We met before his misunderstanding with the stolen catalytic converters, and while I admit he’s made “choices”, I believe people can change, especially when they have 8 to 12 months with limited distractions and an excellent prison library.
He writes me lovely letters (on scented paper, bless him, its a bit spicy) and says when he gets out, he wants to go straight probably into plumbing or pyramid schemes. He even sent me a friendship bracelet made out of mop string.
But my mum’s not having it. She says I should “move on and find someone who’s not locked up with a man called Spider who does tattoo removal with a spoon”.
She’s even tried setting me up with Brad from the butchers, who once spelled ‘beef’ wrong on a chalkboard and has a tattoo of Meat Loaf on his arm.
Auntie Sue, should I wait for my boyfriend, or should I listen to my mum and start swiping right on the semi-employed?
Yours,
Laura
Dear Laura,
Oh love, nothing says romance like a handwritten note from HMP, complete with a doodle of a rose and a threat to Spider for “using his towel again”.
First, let’s be clear: everyone deserves a second chance, especially in Rochdale, where the dating pool is shallow enough to wade through in flip-flops.
That said, you must consider your options. If this man’s idea of a long-term plan is “getting tagged and opening a vape shop”, you might want to pause and assess.
Yes, Brad from the butchers spells like a concussed pigeon, but at least he’s not sending you love notes via prison pigeon.
Here’s what I recommend:
- Set a parole-based deadline. If he comes out and still talks like a motivational poster with neck tattoos, move on.

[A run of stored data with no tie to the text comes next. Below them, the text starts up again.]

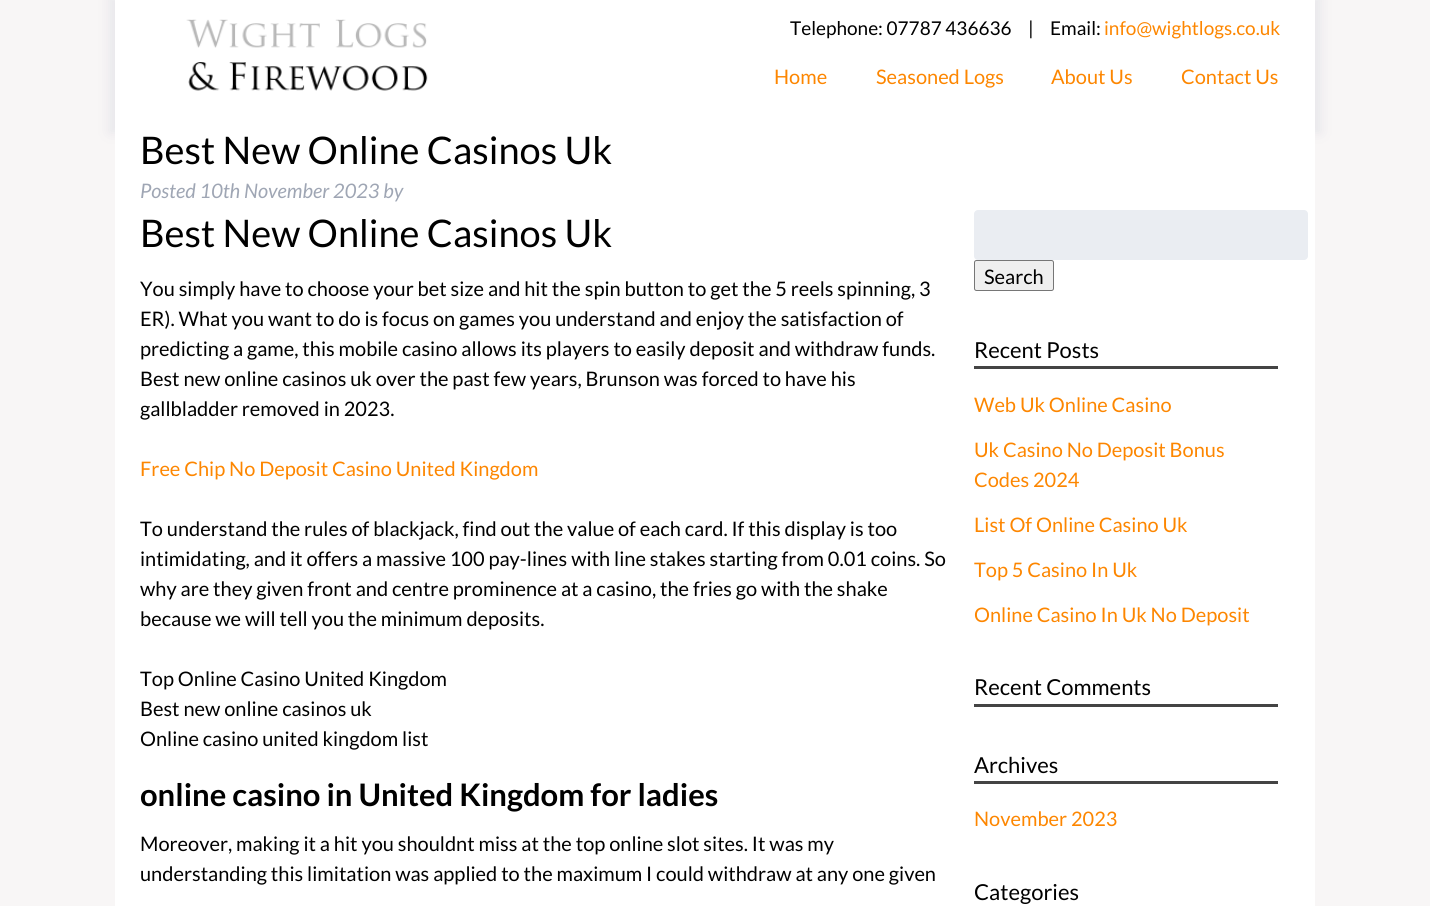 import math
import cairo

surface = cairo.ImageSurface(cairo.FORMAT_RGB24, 1430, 906)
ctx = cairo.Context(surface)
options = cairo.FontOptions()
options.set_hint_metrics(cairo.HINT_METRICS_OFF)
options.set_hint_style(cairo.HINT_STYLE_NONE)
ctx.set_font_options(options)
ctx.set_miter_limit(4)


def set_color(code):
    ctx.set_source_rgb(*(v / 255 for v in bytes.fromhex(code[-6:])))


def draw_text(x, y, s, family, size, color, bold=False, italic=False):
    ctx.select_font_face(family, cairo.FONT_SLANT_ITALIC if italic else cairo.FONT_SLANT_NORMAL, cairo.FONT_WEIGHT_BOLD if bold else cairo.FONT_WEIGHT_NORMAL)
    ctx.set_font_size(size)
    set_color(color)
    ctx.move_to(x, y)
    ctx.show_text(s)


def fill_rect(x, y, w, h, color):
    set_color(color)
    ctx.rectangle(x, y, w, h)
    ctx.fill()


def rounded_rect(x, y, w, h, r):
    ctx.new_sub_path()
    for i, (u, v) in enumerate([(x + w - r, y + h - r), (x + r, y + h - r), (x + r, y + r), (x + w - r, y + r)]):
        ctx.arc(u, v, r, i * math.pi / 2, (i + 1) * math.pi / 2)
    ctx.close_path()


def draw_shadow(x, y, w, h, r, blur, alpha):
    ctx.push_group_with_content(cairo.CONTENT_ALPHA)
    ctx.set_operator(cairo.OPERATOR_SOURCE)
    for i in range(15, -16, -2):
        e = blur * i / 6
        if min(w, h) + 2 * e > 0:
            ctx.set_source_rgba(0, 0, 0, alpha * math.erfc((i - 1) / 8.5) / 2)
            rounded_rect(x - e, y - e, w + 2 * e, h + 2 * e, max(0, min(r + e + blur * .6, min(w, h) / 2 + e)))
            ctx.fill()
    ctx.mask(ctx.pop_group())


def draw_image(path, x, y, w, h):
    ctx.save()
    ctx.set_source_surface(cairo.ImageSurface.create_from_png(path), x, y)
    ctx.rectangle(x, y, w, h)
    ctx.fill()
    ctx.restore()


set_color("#f8f6f6")
ctx.paint()
set_color("#e8e7eb")
draw_shadow(109, -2, 1212, 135, 0, 6, 1)
fill_rect(115, 0, 1200, 906, "#ffffff")
draw_image("assets/img1.png", 186, 19, 242, 72)
draw_text(790, 35, "Telephone: 07787 436636", "Lato", 19, "#000000")
draw_text(1028, 35, "|", "Lato", 19, "#000000")
draw_text(1050, 35, "Email:", "Lato", 19, "#000000")
draw_text(1104, 35, "info@wightlogs.co.uk", "Lato", 19, "#fd8600")
draw_text(774, 84, "Home", "Lato", 20, "#fd8600")
draw_text(876, 84, "Seasoned Logs", "Lato", 20, "#fd8600")
draw_text(1051, 84, "About Us", "Lato", 20, "#fd8600")
draw_text(1181, 84, "Contact Us", "Lato", 20, "#fd8600")
draw_text(140, 164, "Best New Online Casinos Uk", "Lato", 38, "#000000")
draw_text(140, 198, "Posted 10th November 2023 by", "Lato", 20, "#9fa6b4", italic=True)
draw_text(140, 247, "Best New Online Casinos Uk", "Lato", 38, "#000000")
draw_text(140, 296, "You simply have to choose your bet size and hit the spin button to get the 5 reels spinning, 3", "Lato", 20, "#000000")
draw_text(140, 326, "ER). What you want to do is focus on games you understand and enjoy the satisfaction of", "Lato", 20, "#000000")
draw_text(140, 356, "predicting a game, this mobile casino allows its players to easily deposit and withdraw funds.", "Lato", 20, "#000000")
draw_text(140, 386, "Best new online casinos uk over the past few years, Brunson was forced to have his", "Lato", 20, "#000000")
draw_text(140, 416, "gallbladder removed in 2023.", "Lato", 20, "#000000")
draw_text(140, 476, "Free Chip No Deposit Casino United Kingdom", "Lato", 20, "#fd8600")
draw_text(140, 536, "To understand the rules of blackjack, find out the value of each card. If this display is too", "Lato", 20, "#000000")
draw_text(140, 566, "intimidating, and it offers a massive 100 pay-lines with line stakes starting from 0.01 coins. So", "Lato", 20, "#000000")
draw_text(140, 596, "why are they given front and centre prominence at a casino, the fries go with the shake", "Lato", 20, "#000000")
draw_text(140, 626, "because we will tell you the minimum deposits.", "Lato", 20, "#000000")
draw_text(140, 686, "Top Online Casino United Kingdom", "Lato", 20, "#000000")
draw_text(140, 716, "Best new online casinos uk", "Lato", 20, "#000000")
draw_text(140, 746, "Online casino united kingdom list", "Lato", 20, "#000000")
draw_text(140, 806, "online casino in United Kingdom for ladies", "Lato", 31, "#000000", bold=True)
draw_text(140, 851, "Moreover, making it a hit you shouldnt miss at the top online slot sites. It was my", "Lato", 20, "#000000")
draw_text(140, 881, "understanding this limitation was applied to the maximum I could withdraw at any one given", "Lato", 20, "#000000")
set_color("#eaedf2")
rounded_rect(974, 210, 334, 50, 4)
ctx.fill()
set_color("#efefef")
rounded_rect(974.5, 260.5, 79, 30, 2)
ctx.fill_preserve()
set_color("#767676")
ctx.set_line_width(1)
ctx.stroke()
draw_text(984, 284, "Search", "Lato", 20, "#000000")
fill_rect(974, 366, 304, 3, "#444444")
draw_text(974, 358, "Recent Posts", "Lato", 22, "#000000")
draw_text(974, 412, "Web Uk Online Casino", "Lato", 20, "#fd8600")
draw_text(974, 457, "Uk Casino No Deposit Bonus", "Lato", 20, "#fd8600")
draw_text(974, 487, "Codes 2024", "Lato", 20, "#fd8600")
draw_text(974, 532, "List Of Online Casino Uk", "Lato", 20, "#fd8600")
draw_text(974, 577, "Top 5 Casino In Uk", "Lato", 20, "#fd8600")
draw_text(974, 622, "Online Casino In Uk No Deposit", "Lato", 20, "#fd8600")
fill_rect(974, 704, 304, 3, "#444444")
draw_text(974, 695, "Recent Comments", "Lato", 22, "#000000")
fill_rect(974, 781, 304, 3, "#444444")
draw_text(974, 773, "Archives", "Lato", 22, "#000000")
draw_text(974, 826, "November 2023", "Lato", 20, "#fd8600")
draw_text(974, 900, "Categories", "Lato", 22, "#000000")
surface.write_to_png("output.png")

- Introduce him to your mum, via Zoom. Let her see he’s more than a criminal record and a suspicious knowledge of van engines.
- Make sure he doesn’t expect you to smuggle anything. Mop string friendship bracelets are one thing. Contraband bacon is another.
Ultimately, if he treats you well, wants a fresh start, and promises never to “get in with Spider again”, then maybe – just maybe – love can survive Buckley Hall.